But if movies have taught us anything, it’s the fact that things cannot always go the way we want. In the day and age when everything is quickly changing, the celluloid life also changed to digital reels. The evolution of cinema takes place and Samay sees his world shattering in front of him. It’s the end of an era for both Samay and the old single-screen theatres.
But all’s well, that ends well. Samay’s father, who always thought that the movie world is a filthy place, acknowledges his son’s love for cinema. He gives him an opportunity to explore the world of stardom, of movie theatres and the stories that entertain the world. The end is an emotional conclusion but will put a smile on your face.
Rabari has done an excellent job of emoting Samay’s feelings on the screen. Being able to keep the audience engaged with his acting at such a young age is pure talent. Dipen Raval, as a regressive yet tender-hearted father, makes a soft spot in your heart. Richa Meena, who has very few frames in the film, still manages to be noticed. Her scenes with Samay are the warmest part of the film. Bhavesh Shrimali as Fazal is the greatest friend one can find. His camaraderie with Rabari’s character is so good that you actually get convinced that friendships like these do exist in real life as well.

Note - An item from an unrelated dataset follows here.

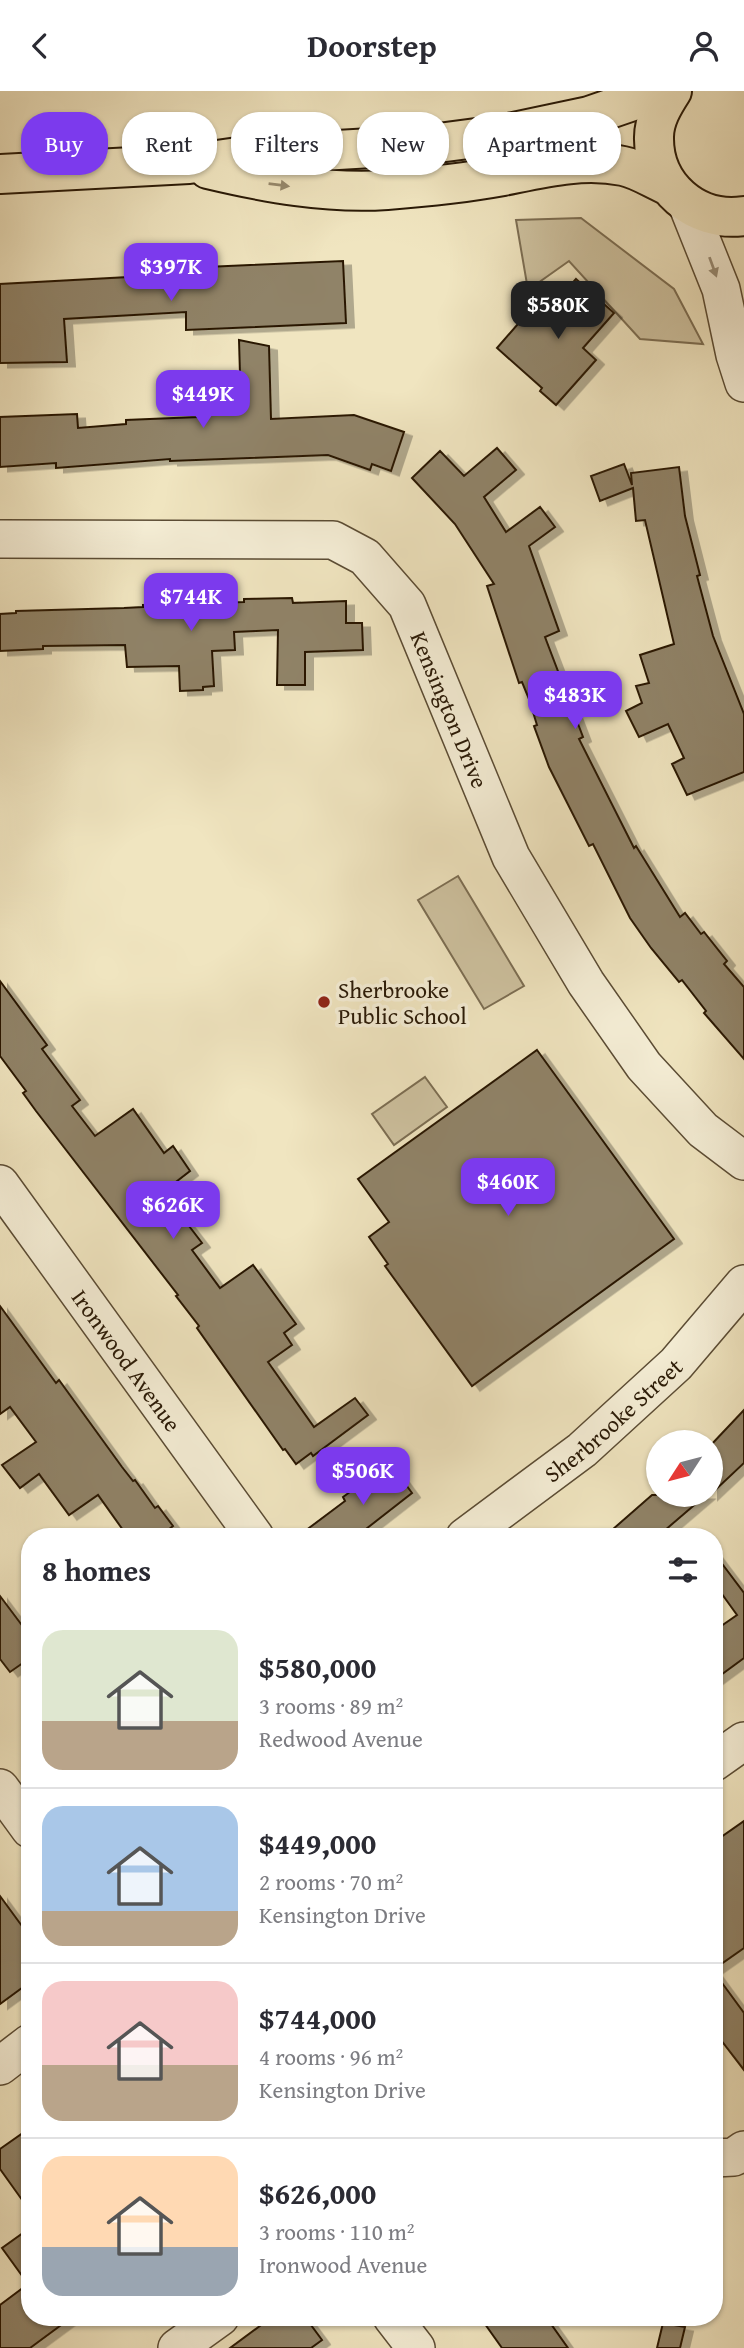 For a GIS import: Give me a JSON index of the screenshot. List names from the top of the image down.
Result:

The supporting cast including Vikas Bata, late Rahul Koli, Shoban Makwa, Kishan Parmar, Vijay Mer, Alpesh Tank and Tia Sebastien have also done an exceptional job. Director of Photography – Swapnil S. Sonawane – has Gujarat in its most pleasing essence. He manages to take you on a journey to the 2010 Gujarat and makes you fall in love with the small town of Chalala and its young/ old people.
While Chhello Show is like a warm hug to anyone who loves cinema or dreams to be a part of it, what makes the story a little less impactful are some scenes that did not make sense. The little boy grasps everything too quickly, to the extent that he along with his friends learns how to construct a make-shift rundown theatre. The food that Samay’s mother cooks looks delicious, but also par excellence to a master chef’s dish. A scene where Samay is punished for a crime did not make sense. You’d probably agree once you watch the scenes. Also, Pan Nalin’s almost semi-autobiographical tale, who himself started his journey from a remote Saurashtra village, seems to be inspired by the 1988 Italian classic, Cinema Paradiso.

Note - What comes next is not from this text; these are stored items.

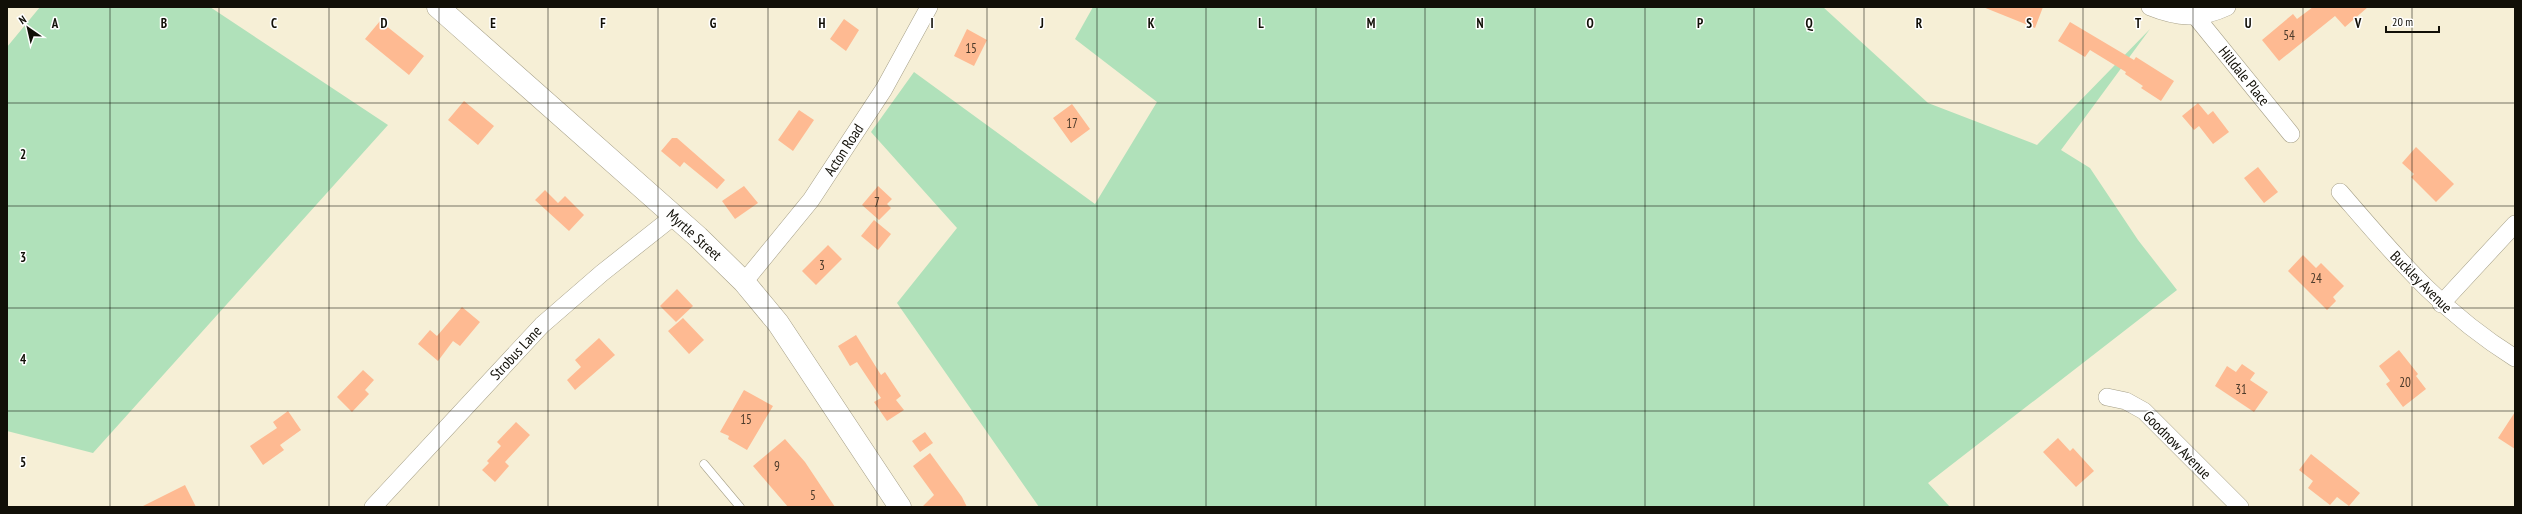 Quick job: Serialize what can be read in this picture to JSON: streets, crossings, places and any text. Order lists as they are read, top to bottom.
{
  "streets": {
    "street": [
      "Hilldale Place",
      "Acton Road",
      "Myrtle Street",
      "Buckley Avenue",
      "Strobus Lane",
      "Goodnow Avenue"
    ]
  },
  "crossings": [
    ["Acton Road", "Myrtle Street"],
    ["Myrtle Street", "Strobus Lane"]
  ],
  "house_numbers": [
    "54",
    "15",
    "17",
    "7",
    "3",
    "24",
    "20",
    "31",
    "15",
    "9",
    "5"
  ],
  "scale_bar": "20 m",
  "north": "top left",
  "grid": {
    "columns": [
      "A",
      "B",
      "C",
      "D",
      "E",
      "F",
      "G",
      "H",
      "I",
      "J",
      "K",
      "L",
      "M",
      "N",
      "O",
      "P",
      "Q",
      "R",
      "S",
      "T",
      "U",
      "V"
    ],
    "rows": [
      "2",
      "3",
      "4",
      "5"
    ]
  }
}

But that doesn’t take away from the fact that the film has so much to offer. It’s a nostalgic trip to the days when single-screen theatres were a huge buzz, when Amitabh Bachchan’s films were houseful and when vintage ticket booths were a thing. The film also takes you through a few scenes where it is explained what happened to the many reels, many projectors that were removed from the cinema. It’s an emotional journey.
Religion and India have a very close relationship, and this film displays the equation beautifully. Fazal is a Muslim, showing a film to a Brahmin boy. After the theatres shut down and Fazal loses his job, Samay helps him get a job at the train station. Also, films bind religions together. When people watch a film or work at theatres, it doesn’t matter who you are. You are there just to watch a film.
Watch the film to see how exceptionally good Rabari is, for a little nostalgia and a sweet, happy feeling at the end of the film.